Los Santos, Guardian of Folklore

Los Santos is located on the Azuero Peninsula. Its capital is Las Tablas. It has an estimated population of 83,500 and in recent years has suffered a considerable decrease through migration to other provinces. Districts of the province are Los Santos, Guararé, Macaracas, Tonosí, Las Tablas, Pocrí, and Pedasí. Los Santos province is regarded as being the mecca of tradition and folklore which is enshrined in the carnival celebrations every year at Las Tablas. The main economic activities include: agriculture in Guararé and Pedasí; salt industry in Guararé; corn crops and cattle-raising in Pedasí and Tonosí; pig and chicken farming in Pocri.

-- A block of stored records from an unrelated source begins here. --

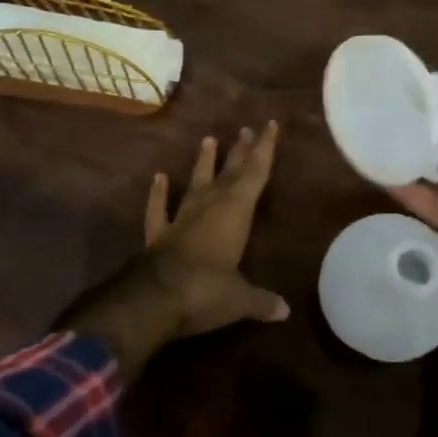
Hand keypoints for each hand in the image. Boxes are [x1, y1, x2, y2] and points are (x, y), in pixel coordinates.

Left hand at [142, 121, 289, 335]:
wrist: (152, 301)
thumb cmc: (206, 292)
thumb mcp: (240, 300)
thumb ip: (262, 301)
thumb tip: (285, 312)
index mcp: (235, 213)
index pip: (255, 174)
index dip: (265, 149)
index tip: (270, 124)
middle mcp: (209, 207)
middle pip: (228, 173)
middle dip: (239, 152)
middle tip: (246, 129)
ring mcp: (181, 219)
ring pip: (196, 184)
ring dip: (203, 163)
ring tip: (208, 139)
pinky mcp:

The capital of Coclé is Penonomé, so named after the legend of an Indian chief called Nomé. He was killed by the Spanish there and the name stems from the phrase “Aquí Penó Nomé” or “here Nomé suffered”. Coclé is one of the central provinces and comprises the districts of Aguadulce, Natá, Olá, La Pintada, Penonomé and Antón. The principal economic activity is cattle and handicraft such as hats, purses, etc. In La Pintada, coffee is grown, and Aguadulce has extensive shrimp farms. In Antón, livestock and rice crops are the main activities. The population is approximately 202,500 people. The people of Coclé are proud of their cultural heritage and are conscious of regional solidarity.


Darien, Jungle Giant

The Darién province is largely jungle and its capital is La Palma. It is situated in the southeast of the isthmus. Its population is small (40,300) because of a need for roads but it is the most extensive province in the country. The Pan American Highway has recently been extended deep into the province as far as Yavisa. People are involved in farming, fishing and forestry.

Kuna Yala

Kuna Indian Territory (Dule Nega)

This Indian reservation lies in the north east of the isthmus, on the coastal strip from San Blas Point to the border with Colombia; it also includes a beautiful archipelago of tiny islands inhabited by the Kuna Indians (32,446 inhabitants) who have their own type of government and also preserve their own culture. The Government administrator or “Intendente” works out of the island of El Porvenir. Great quantities of coconuts are grown and the “molas” which the women sew in reverse applique are a sought-after souvenir for tourists and cruise ship passengers who visit.

Embera Wounaan

The Embera and Wounaan Territory

Most of the members of this Native American group live in a special comarca (territory) in the heart of the Darién jungle. The group, however, is a relatively recent new-comer in Panama. They migrated to the Isthmus from the region of Chocó, in Colombia (hence their former name of Chocoes). Representing 10% of all Panamanian Indians, the Emberá and Wounaan (two related, but culturally different groups) make a living from agriculture, hunting and fishing. In 2000, their population stood at 29,367.